(YOUR ASSIGNMENT) Search the records below for the word "highway". Pull out each line that has it.
+++ MATERIALS PROVIDED
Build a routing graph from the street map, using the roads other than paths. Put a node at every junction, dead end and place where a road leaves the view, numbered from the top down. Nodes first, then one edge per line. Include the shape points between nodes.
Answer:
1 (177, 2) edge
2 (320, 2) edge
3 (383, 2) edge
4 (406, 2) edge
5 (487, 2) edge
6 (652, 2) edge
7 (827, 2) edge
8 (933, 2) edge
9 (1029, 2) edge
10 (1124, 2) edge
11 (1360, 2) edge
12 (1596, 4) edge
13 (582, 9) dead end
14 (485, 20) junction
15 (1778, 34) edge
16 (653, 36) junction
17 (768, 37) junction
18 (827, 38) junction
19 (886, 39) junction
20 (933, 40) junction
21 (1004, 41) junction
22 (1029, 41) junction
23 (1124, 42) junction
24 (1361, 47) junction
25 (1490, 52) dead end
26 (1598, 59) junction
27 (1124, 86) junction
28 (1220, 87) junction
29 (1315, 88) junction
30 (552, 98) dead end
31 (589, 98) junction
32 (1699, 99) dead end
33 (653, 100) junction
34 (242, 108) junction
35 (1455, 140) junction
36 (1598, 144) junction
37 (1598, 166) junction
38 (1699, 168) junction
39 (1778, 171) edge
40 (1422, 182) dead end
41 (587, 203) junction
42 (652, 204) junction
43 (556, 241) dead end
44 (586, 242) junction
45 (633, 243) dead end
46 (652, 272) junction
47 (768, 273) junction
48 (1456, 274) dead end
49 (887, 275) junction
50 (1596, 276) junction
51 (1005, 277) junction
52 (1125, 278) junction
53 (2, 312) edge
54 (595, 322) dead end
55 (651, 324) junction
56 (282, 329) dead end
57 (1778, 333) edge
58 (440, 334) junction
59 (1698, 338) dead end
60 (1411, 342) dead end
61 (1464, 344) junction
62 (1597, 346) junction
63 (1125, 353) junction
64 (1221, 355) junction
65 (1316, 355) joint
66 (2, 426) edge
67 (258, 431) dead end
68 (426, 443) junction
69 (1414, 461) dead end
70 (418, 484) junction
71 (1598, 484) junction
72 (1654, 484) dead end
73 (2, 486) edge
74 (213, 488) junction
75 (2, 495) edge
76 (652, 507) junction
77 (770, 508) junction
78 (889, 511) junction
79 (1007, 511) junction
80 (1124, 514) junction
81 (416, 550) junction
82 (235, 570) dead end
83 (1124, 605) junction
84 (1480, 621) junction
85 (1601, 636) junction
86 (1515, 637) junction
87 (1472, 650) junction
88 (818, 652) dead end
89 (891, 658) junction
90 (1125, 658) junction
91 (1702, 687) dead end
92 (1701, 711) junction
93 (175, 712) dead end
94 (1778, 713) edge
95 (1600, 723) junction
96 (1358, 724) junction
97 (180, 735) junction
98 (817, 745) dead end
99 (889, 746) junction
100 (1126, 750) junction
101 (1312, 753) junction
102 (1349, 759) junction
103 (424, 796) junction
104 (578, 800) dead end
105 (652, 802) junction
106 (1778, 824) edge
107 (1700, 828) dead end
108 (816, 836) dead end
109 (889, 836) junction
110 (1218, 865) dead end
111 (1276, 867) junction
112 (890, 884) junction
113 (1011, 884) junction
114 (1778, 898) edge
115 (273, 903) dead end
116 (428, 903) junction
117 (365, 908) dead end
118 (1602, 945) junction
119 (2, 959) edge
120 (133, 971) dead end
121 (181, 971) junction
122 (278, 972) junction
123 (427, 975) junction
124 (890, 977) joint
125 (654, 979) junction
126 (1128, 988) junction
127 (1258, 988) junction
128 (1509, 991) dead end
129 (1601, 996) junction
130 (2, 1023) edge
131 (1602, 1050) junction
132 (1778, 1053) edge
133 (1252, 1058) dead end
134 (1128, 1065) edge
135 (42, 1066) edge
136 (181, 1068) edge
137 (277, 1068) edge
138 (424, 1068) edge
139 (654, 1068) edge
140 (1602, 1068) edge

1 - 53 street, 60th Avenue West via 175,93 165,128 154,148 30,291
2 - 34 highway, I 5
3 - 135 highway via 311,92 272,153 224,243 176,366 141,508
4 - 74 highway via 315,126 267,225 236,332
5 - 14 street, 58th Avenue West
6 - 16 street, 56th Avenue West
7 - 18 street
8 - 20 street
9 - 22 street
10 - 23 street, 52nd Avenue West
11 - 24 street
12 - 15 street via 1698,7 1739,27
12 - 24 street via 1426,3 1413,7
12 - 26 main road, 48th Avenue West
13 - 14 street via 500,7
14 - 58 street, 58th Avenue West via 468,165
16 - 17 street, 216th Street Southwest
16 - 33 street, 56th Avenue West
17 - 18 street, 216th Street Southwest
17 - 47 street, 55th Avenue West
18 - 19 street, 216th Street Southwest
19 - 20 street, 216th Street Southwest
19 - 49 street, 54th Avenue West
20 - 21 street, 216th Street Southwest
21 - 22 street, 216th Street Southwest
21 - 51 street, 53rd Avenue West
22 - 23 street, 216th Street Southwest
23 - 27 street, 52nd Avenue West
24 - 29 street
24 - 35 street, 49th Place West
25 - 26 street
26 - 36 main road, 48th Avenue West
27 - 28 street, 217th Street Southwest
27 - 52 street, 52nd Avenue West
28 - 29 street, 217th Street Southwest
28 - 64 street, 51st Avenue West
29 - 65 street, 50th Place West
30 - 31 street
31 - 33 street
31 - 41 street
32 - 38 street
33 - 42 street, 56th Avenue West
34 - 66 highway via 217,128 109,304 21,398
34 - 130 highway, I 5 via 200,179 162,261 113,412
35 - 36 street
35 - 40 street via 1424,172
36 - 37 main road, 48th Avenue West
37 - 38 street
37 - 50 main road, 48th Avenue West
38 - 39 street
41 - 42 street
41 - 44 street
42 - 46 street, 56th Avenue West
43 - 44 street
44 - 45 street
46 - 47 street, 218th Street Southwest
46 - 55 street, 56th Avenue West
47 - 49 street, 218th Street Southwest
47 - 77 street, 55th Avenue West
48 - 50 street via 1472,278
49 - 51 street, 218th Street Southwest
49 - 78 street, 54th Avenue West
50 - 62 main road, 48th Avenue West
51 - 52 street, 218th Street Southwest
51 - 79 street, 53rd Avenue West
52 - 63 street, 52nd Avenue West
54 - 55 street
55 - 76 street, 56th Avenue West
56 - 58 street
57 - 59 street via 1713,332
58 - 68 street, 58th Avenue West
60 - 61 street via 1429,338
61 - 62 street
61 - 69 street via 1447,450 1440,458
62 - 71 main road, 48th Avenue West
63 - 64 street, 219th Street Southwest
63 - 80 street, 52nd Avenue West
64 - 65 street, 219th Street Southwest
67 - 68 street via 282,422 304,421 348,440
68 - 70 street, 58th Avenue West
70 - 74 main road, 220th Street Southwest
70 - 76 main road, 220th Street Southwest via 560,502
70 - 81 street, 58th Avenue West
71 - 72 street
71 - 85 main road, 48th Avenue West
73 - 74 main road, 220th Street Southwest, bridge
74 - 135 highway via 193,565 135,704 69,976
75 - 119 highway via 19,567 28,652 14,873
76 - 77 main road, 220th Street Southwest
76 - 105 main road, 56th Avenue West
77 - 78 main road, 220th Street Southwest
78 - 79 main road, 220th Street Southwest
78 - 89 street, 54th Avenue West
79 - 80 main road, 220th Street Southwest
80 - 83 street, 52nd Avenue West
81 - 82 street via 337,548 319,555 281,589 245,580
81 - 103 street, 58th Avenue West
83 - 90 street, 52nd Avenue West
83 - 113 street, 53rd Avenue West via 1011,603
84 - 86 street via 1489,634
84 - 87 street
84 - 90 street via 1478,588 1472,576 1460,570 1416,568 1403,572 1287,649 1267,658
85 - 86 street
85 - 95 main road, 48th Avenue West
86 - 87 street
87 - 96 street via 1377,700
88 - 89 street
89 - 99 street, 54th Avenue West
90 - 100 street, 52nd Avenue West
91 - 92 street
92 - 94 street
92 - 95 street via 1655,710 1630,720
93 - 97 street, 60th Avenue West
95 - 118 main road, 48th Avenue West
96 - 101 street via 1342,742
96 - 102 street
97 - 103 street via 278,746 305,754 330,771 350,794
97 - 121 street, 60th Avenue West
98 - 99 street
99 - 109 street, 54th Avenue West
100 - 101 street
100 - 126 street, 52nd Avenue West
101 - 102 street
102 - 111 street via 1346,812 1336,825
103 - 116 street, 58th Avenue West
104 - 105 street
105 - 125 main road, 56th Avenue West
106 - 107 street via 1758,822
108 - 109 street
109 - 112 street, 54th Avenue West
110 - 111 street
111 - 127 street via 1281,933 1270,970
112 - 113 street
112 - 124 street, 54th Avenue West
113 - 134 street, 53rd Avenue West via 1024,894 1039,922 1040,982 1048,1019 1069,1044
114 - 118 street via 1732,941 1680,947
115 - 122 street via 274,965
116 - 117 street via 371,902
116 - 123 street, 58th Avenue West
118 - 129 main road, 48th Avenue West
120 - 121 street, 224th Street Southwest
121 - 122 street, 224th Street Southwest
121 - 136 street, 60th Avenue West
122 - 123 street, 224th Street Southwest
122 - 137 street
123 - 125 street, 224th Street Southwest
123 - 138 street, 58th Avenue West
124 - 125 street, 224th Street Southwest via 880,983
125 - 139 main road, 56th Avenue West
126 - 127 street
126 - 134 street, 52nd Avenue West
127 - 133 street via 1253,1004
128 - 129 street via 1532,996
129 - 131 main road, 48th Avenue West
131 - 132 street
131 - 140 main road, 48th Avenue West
++++++
(ANSWER TO THIS TASK)
2 - 34 highway, I 5
3 - 135 highway via 311,92 272,153 224,243 176,366 141,508
4 - 74 highway via 315,126 267,225 236,332
34 - 66 highway via 217,128 109,304 21,398
34 - 130 highway, I 5 via 200,179 162,261 113,412
74 - 135 highway via 193,565 135,704 69,976
75 - 119 highway via 19,567 28,652 14,873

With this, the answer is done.